ABOUT THIS EXERCISE
After reading the entries below, report how many lines have the string "Motohamacho" in them, giving the number alone.

SUPPLIED RECORDS
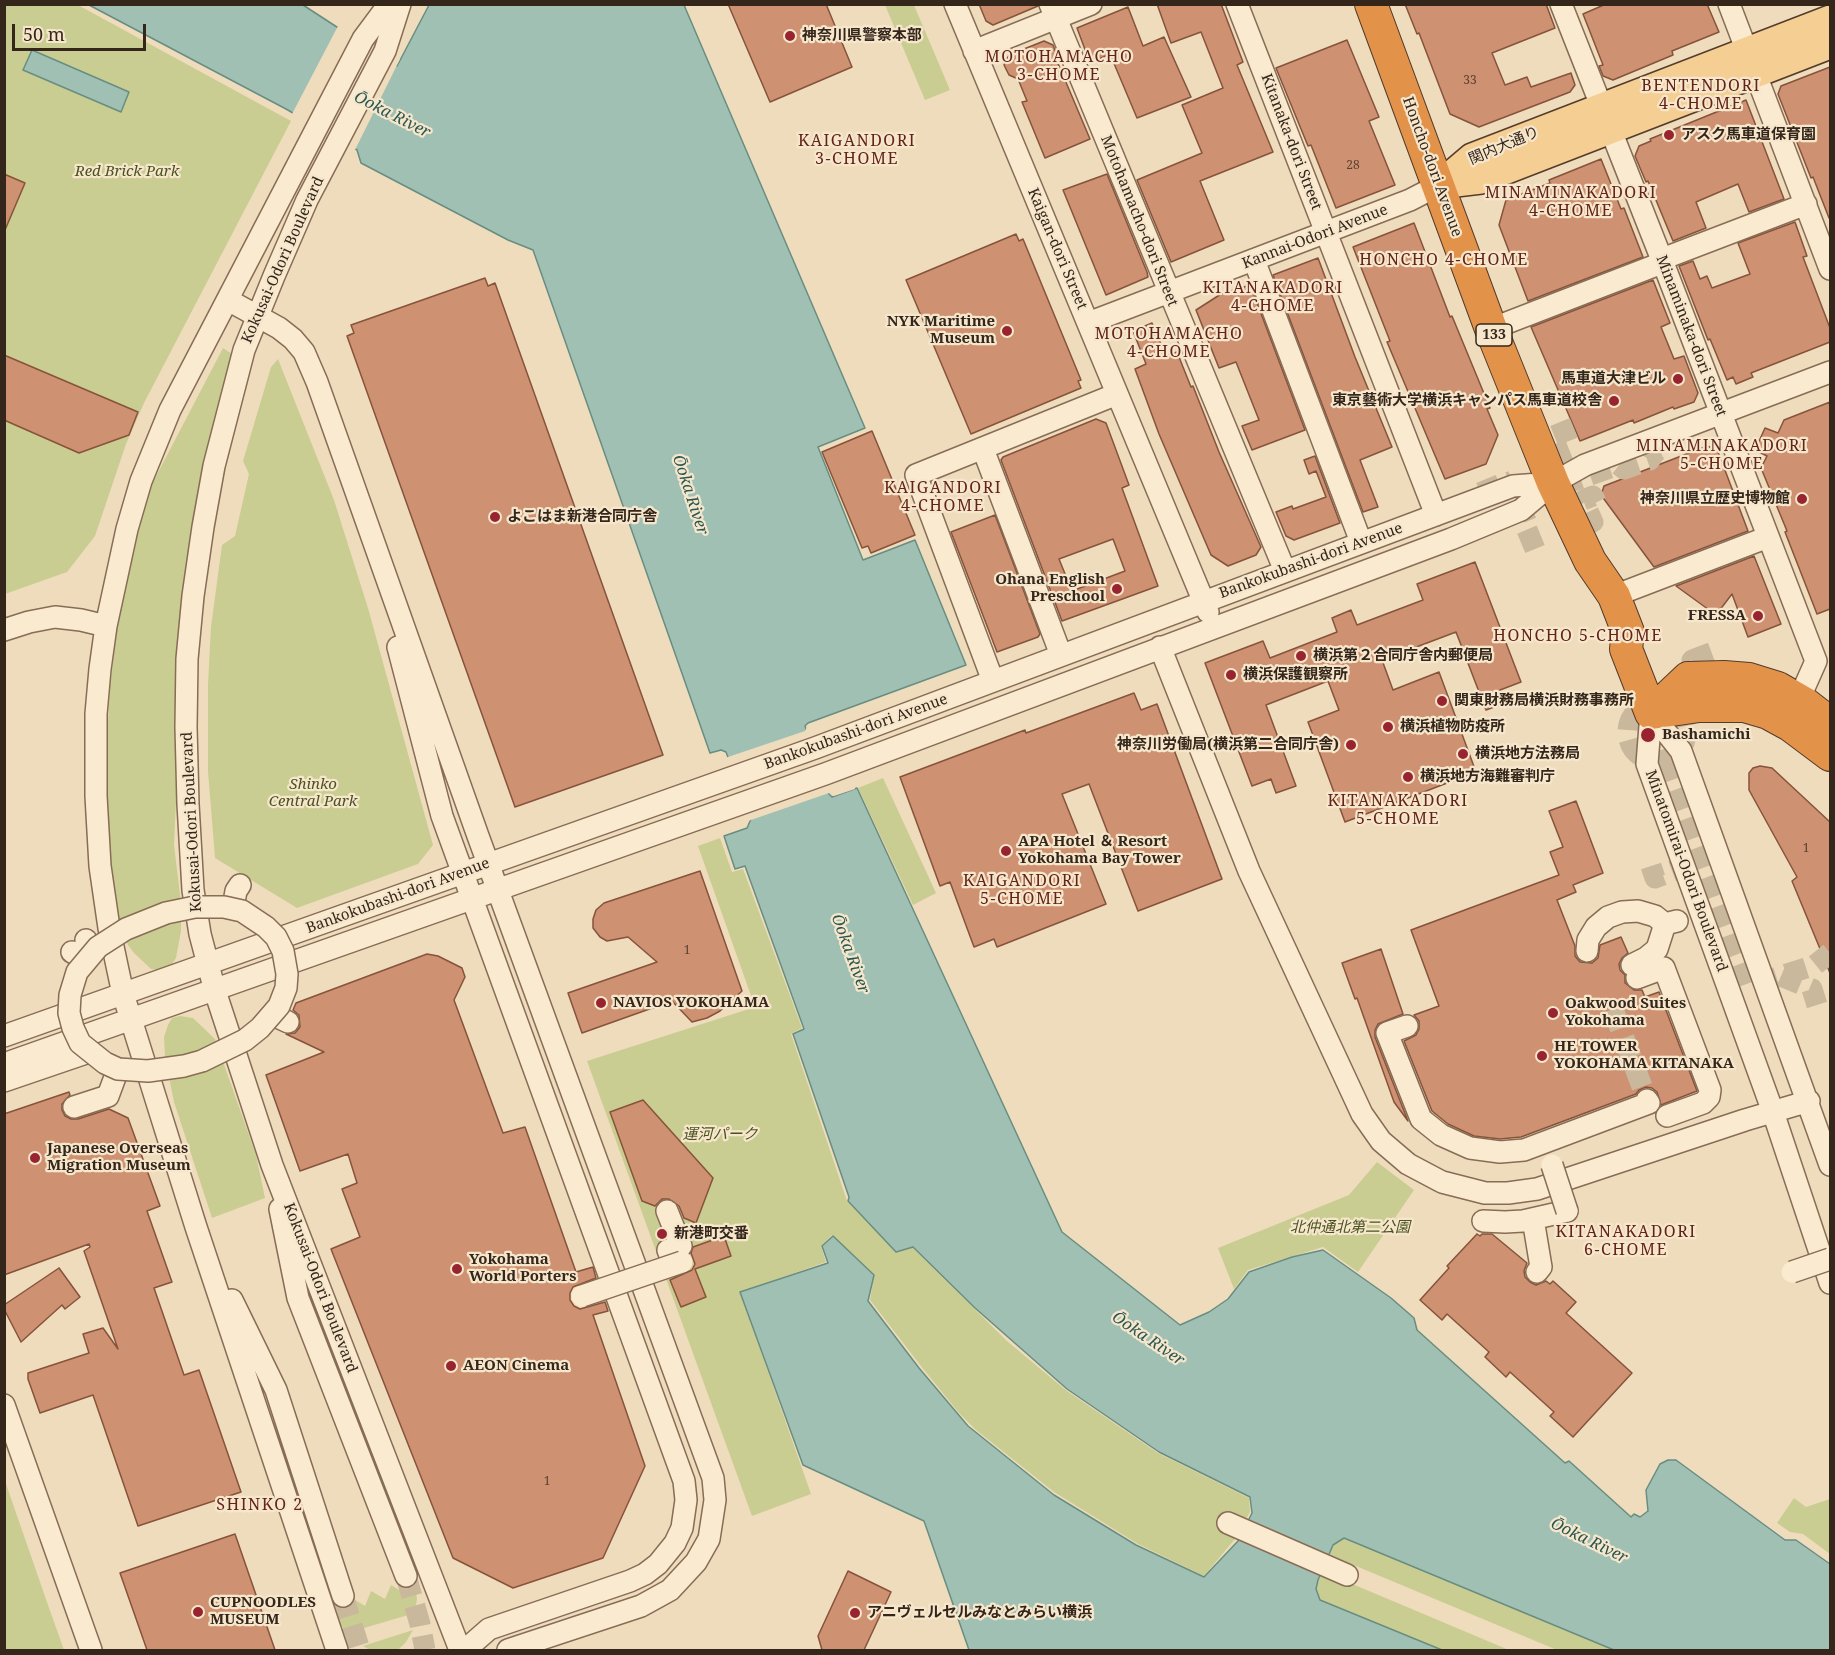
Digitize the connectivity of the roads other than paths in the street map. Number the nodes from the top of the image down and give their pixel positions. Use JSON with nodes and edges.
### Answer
{"nodes":[{"id":1,"x":389,"y":4,"type":"edge"},
{"id":2,"x":400,"y":4,"type":"edge"},
{"id":3,"x":955,"y":4,"type":"edge"},
{"id":4,"x":1091,"y":4,"type":"edge"},
{"id":5,"x":1237,"y":4,"type":"edge"},
{"id":6,"x":1371,"y":4,"type":"edge"},
{"id":7,"x":1561,"y":4,"type":"edge"},
{"id":8,"x":1729,"y":4,"type":"edge"},
{"id":9,"x":1053,"y":11,"type":"edge"},
{"id":10,"x":1830,"y":18,"type":"edge"},
{"id":11,"x":1830,"y":45,"type":"edge"},
{"id":12,"x":974,"y":51,"type":"junction"},
{"id":13,"x":1751,"y":63,"type":"junction"},
{"id":14,"x":1606,"y":118,"type":"junction"},
{"id":15,"x":1439,"y":185,"type":"junction"},
{"id":16,"x":1806,"y":204,"type":"junction"},
{"id":17,"x":1325,"y":232,"type":"junction"},
{"id":18,"x":1254,"y":260,"type":"junction"},
{"id":19,"x":1662,"y":260,"type":"junction"},
{"id":20,"x":1830,"y":269,"type":"edge"},
{"id":21,"x":1169,"y":292,"type":"junction"},
{"id":22,"x":228,"y":300,"type":"junction"},
{"id":23,"x":258,"y":317,"type":"junction"},
{"id":24,"x":1088,"y":324,"type":"junction"},
{"id":25,"x":1491,"y":328,"type":"junction"},
{"id":26,"x":1830,"y":372,"type":"edge"},
{"id":27,"x":1117,"y":394,"type":"junction"},
{"id":28,"x":1721,"y":413,"type":"junction"},
{"id":29,"x":983,"y":449,"type":"junction"},
{"id":30,"x":1553,"y":483,"type":"junction"},
{"id":31,"x":1436,"y":515,"type":"junction"},
{"id":32,"x":371,"y":535,"type":"junction"},
{"id":33,"x":1768,"y":537,"type":"junction"},
{"id":34,"x":1361,"y":542,"type":"junction"},
{"id":35,"x":1590,"y":561,"type":"junction"},
{"id":36,"x":1285,"y":571,"type":"junction"},
{"id":37,"x":1614,"y":596,"type":"junction"},
{"id":38,"x":1204,"y":601,"type":"junction"},
{"id":39,"x":106,"y":626,"type":"junction"},
{"id":40,"x":1214,"y":627,"type":"junction"},
{"id":41,"x":4,"y":630,"type":"edge"},
{"id":42,"x":1160,"y":647,"type":"junction"},
{"id":43,"x":1626,"y":650,"type":"junction"},
{"id":44,"x":1061,"y":655,"type":"junction"},
{"id":45,"x":1823,"y":659,"type":"edge"},
{"id":46,"x":993,"y":681,"type":"junction"},
{"id":47,"x":1803,"y":703,"type":"junction"},
{"id":48,"x":1651,"y":713,"type":"junction"},
{"id":49,"x":1830,"y":723,"type":"edge"},
{"id":50,"x":1830,"y":755,"type":"edge"},
{"id":51,"x":489,"y":864,"type":"junction"},
{"id":52,"x":463,"y":873,"type":"junction"},
{"id":53,"x":240,"y":885,"type":"dead end"},
{"id":54,"x":498,"y":890,"type":"junction"},
{"id":55,"x":472,"y":899,"type":"junction"},
{"id":56,"x":233,"y":908,"type":"junction"},
{"id":57,"x":1587,"y":951,"type":"dead end"},
{"id":58,"x":1661,"y":958,"type":"junction"},
{"id":59,"x":207,"y":964,"type":"junction"},
{"id":60,"x":1635,"y":972,"type":"dead end"},
{"id":61,"x":215,"y":991,"type":"junction"},
{"id":62,"x":123,"y":994,"type":"junction"},
{"id":63,"x":130,"y":1020,"type":"junction"},
{"id":64,"x":1407,"y":1026,"type":"dead end"},
{"id":65,"x":4,"y":1036,"type":"edge"},
{"id":66,"x":89,"y":1052,"type":"junction"},
{"id":67,"x":4,"y":1064,"type":"edge"},
{"id":68,"x":118,"y":1069,"type":"junction"},
{"id":69,"x":4,"y":1081,"type":"edge"},
{"id":70,"x":1647,"y":1100,"type":"dead end"},
{"id":71,"x":1809,"y":1101,"type":"junction"},
{"id":72,"x":74,"y":1107,"type":"dead end"},
{"id":73,"x":1773,"y":1112,"type":"junction"},
{"id":74,"x":1667,"y":1116,"type":"dead end"},
{"id":75,"x":1545,"y":1144,"type":"junction"},
{"id":76,"x":272,"y":1165,"type":"junction"},
{"id":77,"x":1830,"y":1165,"type":"edge"},
{"id":78,"x":667,"y":1211,"type":"dead end"},
{"id":79,"x":1533,"y":1219,"type":"junction"},
{"id":80,"x":1483,"y":1221,"type":"dead end"},
{"id":81,"x":196,"y":1227,"type":"junction"},
{"id":82,"x":1830,"y":1259,"type":"edge"},
{"id":83,"x":1537,"y":1272,"type":"dead end"},
{"id":84,"x":1792,"y":1272,"type":"dead end"},
{"id":85,"x":1830,"y":1283,"type":"edge"},
{"id":86,"x":582,"y":1296,"type":"dead end"},
{"id":87,"x":4,"y":1405,"type":"edge"},
{"id":88,"x":1228,"y":1523,"type":"dead end"},
{"id":89,"x":1347,"y":1575,"type":"dead end"},
{"id":90,"x":406,"y":1576,"type":"tunnel mouth"},
{"id":91,"x":343,"y":1596,"type":"tunnel mouth"},
{"id":92,"x":91,"y":1650,"type":"edge"},
{"id":93,"x":337,"y":1650,"type":"edge"},
{"id":94,"x":460,"y":1650,"type":"edge"},
{"id":95,"x":465,"y":1650,"type":"edge"},
{"id":96,"x":508,"y":1650,"type":"edge"}],
"edges":[{"from":1,"to":22,"type":"street"},
{"from":2,"to":23,"type":"street","name":"Kokusai-Odori Boulevard"},
{"from":3,"to":12,"type":"street","name":"Kaigan-dori Street"},
{"from":4,"to":9,"type":"street"},
{"from":5,"to":17,"type":"street","name":"Kitanaka-dori Street"},
{"from":6,"to":15,"type":"highway","name":"Honcho-dori Avenue","number":"133"},
{"from":7,"to":14,"type":"street","name":"Minaminaka-dori Street"},
{"from":8,"to":13,"type":"street"},
{"from":9,"to":12,"type":"street"},
{"from":9,"to":21,"type":"street","name":"Motohamacho-dori Street"},
{"from":10,"to":13,"type":"main road","name":"関内大通り"},
{"from":11,"to":13,"type":"main road","name":"関内大通り"},
{"from":12,"to":24,"type":"street","name":"Kaigan-dori Street"},
{"from":13,"to":14,"type":"main road","name":"関内大通り"},
{"from":13,"to":16,"type":"street"},
{"from":14,"to":15,"type":"main road","name":"関内大通り"},
{"from":14,"to":19,"type":"street","name":"Minaminaka-dori Street"},
{"from":15,"to":17,"type":"street","name":"Kannai-Odori Avenue"},
{"from":15,"to":25,"type":"highway","name":"Honcho-dori Avenue","number":"133"},
{"from":16,"to":19,"type":"street"},
{"from":16,"to":20,"type":"street"},
{"from":17,"to":18,"type":"street","name":"Kannai-Odori Avenue"},
{"from":17,"to":31,"type":"street","name":"Kitanaka-dori Street"},
{"from":18,"to":21,"type":"street","name":"Kannai-Odori Avenue"},
{"from":18,"to":34,"type":"street"},
{"from":19,"to":25,"type":"street"},
{"from":19,"to":28,"type":"street","name":"Minaminaka-dori Street"},
{"from":21,"to":24,"type":"street","name":"Kannai-Odori Avenue"},
{"from":21,"to":36,"type":"street","name":"Motohamacho-dori Street"},
{"from":22,"to":23,"type":"street"},
{"from":22,"to":39,"type":"street"},
{"from":23,"to":32,"type":"street"},
{"from":23,"to":59,"type":"street","name":"Kokusai-Odori Boulevard"},
{"from":24,"to":27,"type":"street","name":"Kaigan-dori Street"},
{"from":25,"to":30,"type":"highway","name":"Honcho-dori Avenue","number":"133"},
{"from":26,"to":28,"type":"street"},
{"from":27,"to":29,"type":"street"},
{"from":27,"to":38,"type":"street","name":"Kaigan-dori Street"},
{"from":28,"to":30,"type":"street"},
{"from":28,"to":33,"type":"street","name":"Minaminaka-dori Street"},
{"from":29,"to":44,"type":"street"},
{"from":29,"to":46,"type":"street"},
{"from":30,"to":31,"type":"street","name":"Bankokubashi-dori Avenue"},
{"from":30,"to":35,"type":"highway","name":"Honcho-dori Avenue","number":"133"},
{"from":30,"to":40,"type":"street","name":"Bankokubashi-dori Avenue"},
{"from":31,"to":34,"type":"street","name":"Bankokubashi-dori Avenue"},
{"from":32,"to":51,"type":"street"},
{"from":32,"to":52,"type":"street"},
{"from":33,"to":37,"type":"street"},
{"from":33,"to":45,"type":"street","name":"Minaminaka-dori Street"},
{"from":34,"to":36,"type":"street","name":"Bankokubashi-dori Avenue"},
{"from":35,"to":37,"type":"highway","name":"Honcho-dori Avenue","number":"133"},
{"from":35,"to":43,"type":"highway","name":"Honcho-dori Avenue","number":"133"},
{"from":36,"to":38,"type":"street","name":"Bankokubashi-dori Avenue"},
{"from":37,"to":43,"type":"highway","name":"Honcho-dori Avenue","number":"133"},
{"from":38,"to":40,"type":"street","name":"Kaigan-dori Street"},
{"from":38,"to":44,"type":"street","name":"Bankokubashi-dori Avenue"},
{"from":39,"to":41,"type":"street"},
{"from":39,"to":62,"type":"street"},
{"from":40,"to":42,"type":"street","name":"Bankokubashi-dori Avenue"},
{"from":42,"to":54,"type":"street","name":"Bankokubashi-dori Avenue"},
{"from":42,"to":73,"type":"street"},
{"from":43,"to":48,"type":"highway","name":"Honcho-dori Avenue","number":"133"},
{"from":44,"to":46,"type":"street","name":"Bankokubashi-dori Avenue"},
{"from":45,"to":47,"type":"street","name":"Minaminaka-dori Street"},
{"from":46,"to":51,"type":"street","name":"Bankokubashi-dori Avenue"},
{"from":47,"to":48,"type":"highway"},
{"from":47,"to":49,"type":"highway"},
{"from":48,"to":50,"type":"highway"},
{"from":48,"to":71,"type":"street"},
{"from":48,"to":73,"type":"street","name":"Minatomirai-Odori Boulevard"},
{"from":51,"to":52,"type":"street","name":"Bankokubashi-dori Avenue"},
{"from":51,"to":54,"type":"street"},
{"from":52,"to":55,"type":"street"},
{"from":52,"to":59,"type":"street","name":"Bankokubashi-dori Avenue"},
{"from":53,"to":56,"type":"street"},
{"from":54,"to":55,"type":"street","name":"Bankokubashi-dori Avenue"},
{"from":54,"to":96,"type":"street"},
{"from":55,"to":61,"type":"street","name":"Bankokubashi-dori Avenue"},
{"from":55,"to":95,"type":"street"},
{"from":56,"to":66,"type":"street","bridge":true},
{"from":56,"to":68,"type":"street","bridge":true},
{"from":57,"to":58,"type":"street"},
{"from":58,"to":60,"type":"street"},
{"from":58,"to":74,"type":"street"},
{"from":59,"to":61,"type":"street","name":"Kokusai-Odori Boulevard"},
{"from":59,"to":62,"type":"street","name":"Bankokubashi-dori Avenue"},
{"from":61,"to":63,"type":"street","name":"Bankokubashi-dori Avenue"},
{"from":61,"to":76,"type":"street","name":"Kokusai-Odori Boulevard"},
{"from":62,"to":63,"type":"street"},
{"from":62,"to":65,"type":"street","name":"Bankokubashi-dori Avenue"},
{"from":63,"to":67,"type":"street","name":"Bankokubashi-dori Avenue"},
{"from":63,"to":81,"type":"street"},
{"from":64,"to":75,"type":"street"},
{"from":66,"to":68,"type":"street","bridge":true},
{"from":66,"to":69,"type":"street"},
{"from":68,"to":72,"type":"street"},
{"from":70,"to":75,"type":"street"},
{"from":71,"to":73,"type":"street"},
{"from":71,"to":77,"type":"street"},
{"from":73,"to":85,"type":"street","name":"Minatomirai-Odori Boulevard"},
{"from":75,"to":79,"type":"street","bridge":true},
{"from":76,"to":90,"type":"street"},
{"from":76,"to":94,"type":"street","name":"Kokusai-Odori Boulevard"},
{"from":78,"to":86,"type":"street","bridge":true},
{"from":79,"to":80,"type":"street"},
{"from":79,"to":83,"type":"street"},
{"from":81,"to":91,"type":"street"},
{"from":81,"to":93,"type":"street"},
{"from":82,"to":84,"type":"street","bridge":true},
{"from":87,"to":92,"type":"street"},
{"from":88,"to":89,"type":"street"}]}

EXPECTED ANSWER
2